Instance Attributes

We can think of the attributes that the class provides to the instance as class attributes. Notice that all instances of the class initially share the same attributes as they are provided by the class object.

How can the instance acquire its own attributes? The answer is that instance attributes are created when you assign to an instance. In this case the usual rule in Python that assignment creates an attribute or a variable is followed. This means that after assignment the instance has its own attribute. Consider, for example:

myObject=myClass()
print(myClass.myAttribute)
myObject.myAttribute=3
myClass.myAttribute=2
print(myClass.myAttribute)
print(myObject.myAttribute)

In this case after assignment to myObject.myAttribute the instance no longer uses the class attribute and so you see 1, 2, 3 printed. Assigning to the class attribute has no effect on the instance attribute and vice versa.

The rule is that changes to an instance’s dictionary never update the class dictionary. For example, you can delete an instance’s attribute and after this the class attribute of the same name will be used.

You can add attributes to an instance that are not defined in the class. That is, you are not restricted to simply overriding the class attributes. However, adding attributes to an instance that are not defined in the class should be avoided because this spoils the idea that the class is in some way a definition of all of the instances it creates. It is ad-hoc programming and likely to result in a very messy program. These ideas are discussed more in Chapter 7.

Of course, there can be multiple instances of the class and each one can either use the definition of an attribute in the class or can redefine its own version of the attribute.

Defining data attributes in the class is not the best way to do the job as most instances will need their own copies of the attribute i.e. data attributes are generally not shared between instances. The best way of defining data instances is to use the __init__ method which is described later. However, function attributes are best created in the class as they generally shared between instances and the class might as well provide a single copy for all instances.

What Is A Method?

Attributes can be any object, but when attributes are functions things are slightly different. A function that is an attribute of an object created using a class is converted into a method. Before we look at how this works it is worth spending a few minutes looking at the general problem and exactly what a method is as opposed to a function.
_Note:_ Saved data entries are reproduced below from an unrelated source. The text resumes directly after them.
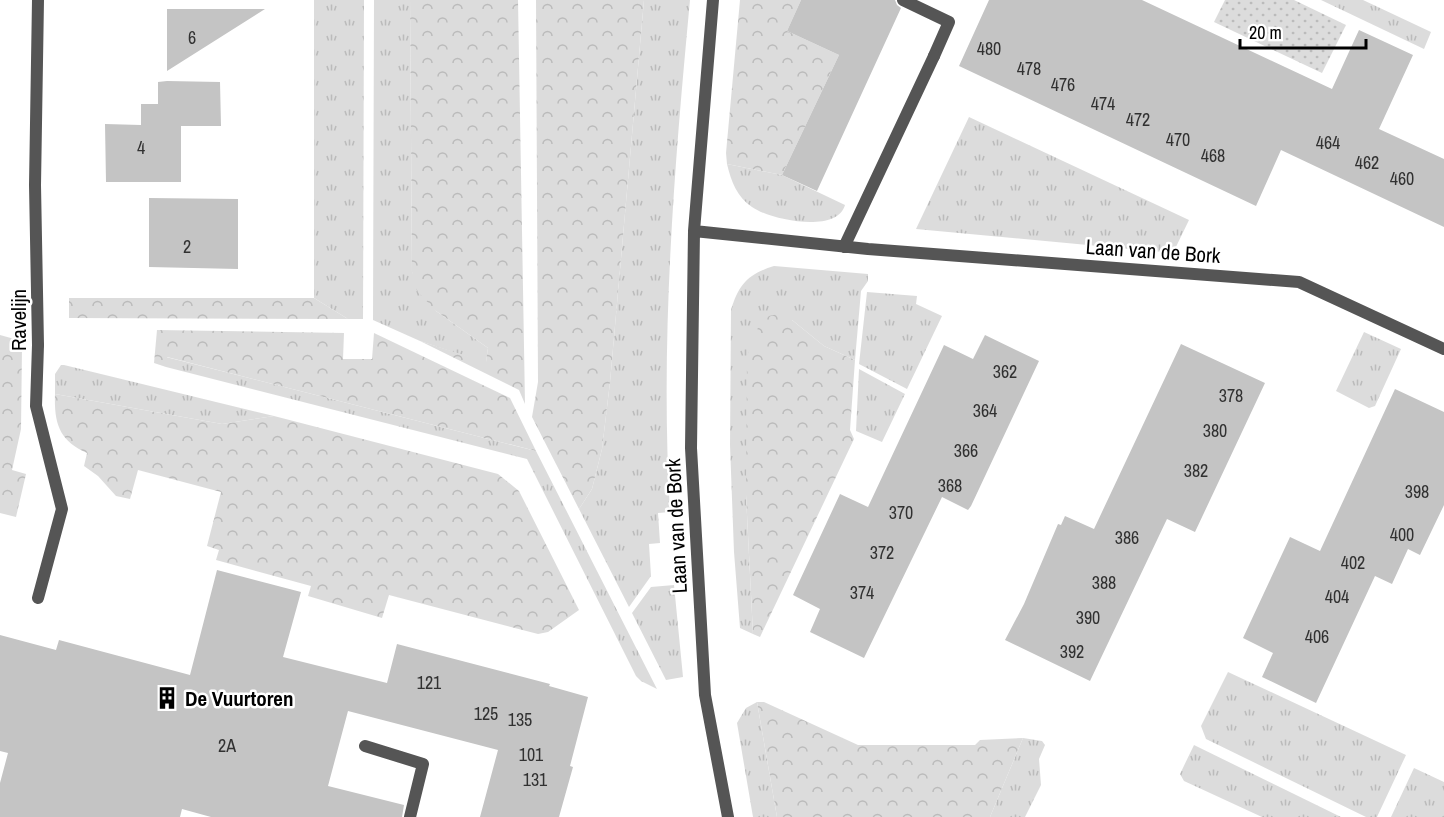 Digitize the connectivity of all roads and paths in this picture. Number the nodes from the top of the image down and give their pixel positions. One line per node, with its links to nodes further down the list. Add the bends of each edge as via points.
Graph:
1 (38, 0): 7 (street, Ravelijn, via 36,406 62,509)
2 (713, 0): 4 (street, Laan van de Bork)
3 (903, 0): 5 (street, via 948,22)
4 (694, 231): 5 (street, Laan van de Bork); 10 (street, Laan van de Bork, via 691,448 703,669)
5 (844, 247): 6 (street, Laan van de Bork, via 1299,282)
6 (1444, 349)
7 (38, 598)
8 (365, 746): 9 (street, via 423,764)
9 (410, 817)
10 (728, 817) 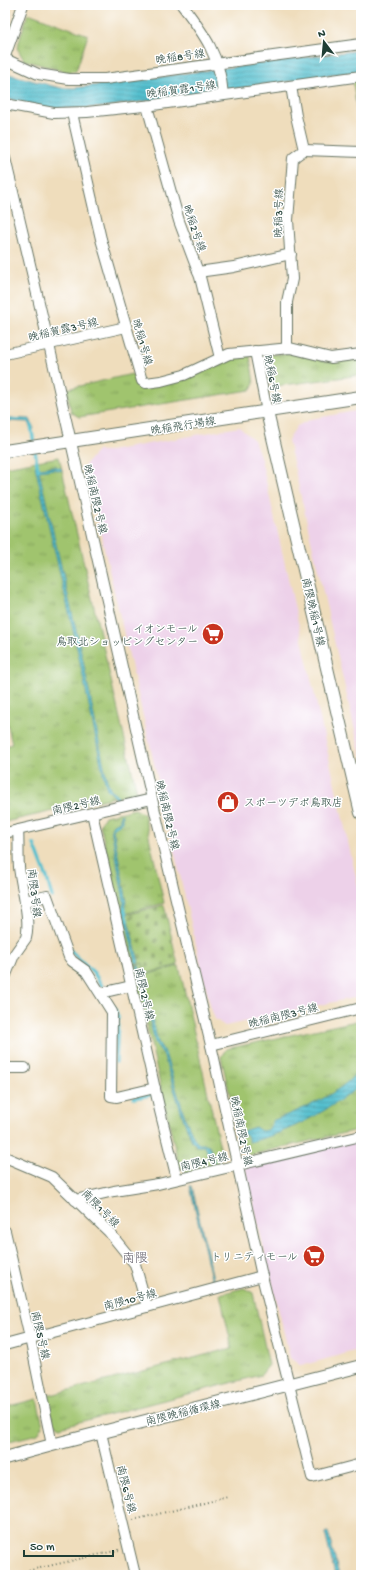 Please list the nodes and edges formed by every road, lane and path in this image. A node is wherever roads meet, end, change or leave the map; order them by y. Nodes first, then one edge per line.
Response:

When we first started writing programs in higher-level languages, best practice was to write a function for whatever you needed to do. For example, if you needed to sort an array, you would write a sort function which accepted a few parameters that determined the data and the operation:

sort(myArray, order)

where myArray is the data that you want to sort, and order is a parameter that sets the sort order to be used.

Later on we moved over to object-oriented programming where data and the functions that process the data are grouped together into entities called objects. In this case the functions like sort became methods of the data that they were to operate on.

So an Array object would have a sort method and you would write the sort operation as:

myArray.sort(order)

You can see that this is a small change from the use of myArray as a parameter of the sort function to myArray as an object and sort as a method. You could say that the whole of the shift from functions to object-oriented programming is all about the shift of a parameter from inside the function to outside.

Looking a little deeper the simplification that this shift brings about is well worth it. The sort function can now use the data in myArray more or less by default and this makes it possible to create an isolation from the rest of the program. It also brings about a complete change in the way that we think about functions. For example, you could say that myArray “knows how” to sort itself. Another object, myList say, may also “know how” to sort itself using its own sort function which isn’t the same as the array sort function. This means that each data structure can have its own sort function and we can avoid having to have an arraySort function and a listSort function and so on.

This is a limited form of polymorphism and it is one of the huge advantages of object-oriented programming. The idea is that, instead of having lots of sort functions which sort different things, each thing has its own sort method. Now when you write:

myObject.sort(order)

which sort function is called depends on what type of object myObject is. Polymorphism means “many shapes” and in this sense we now have a sort function that comes in different shapes depending on the object it belongs to.

So the key distinction is that:

sort(myArray,order)

is a function that accepts the data it is going to work with as its first parameter whereas:

myArray.sort(order)

is a method that belongs to the myArray object and presumably operates on it.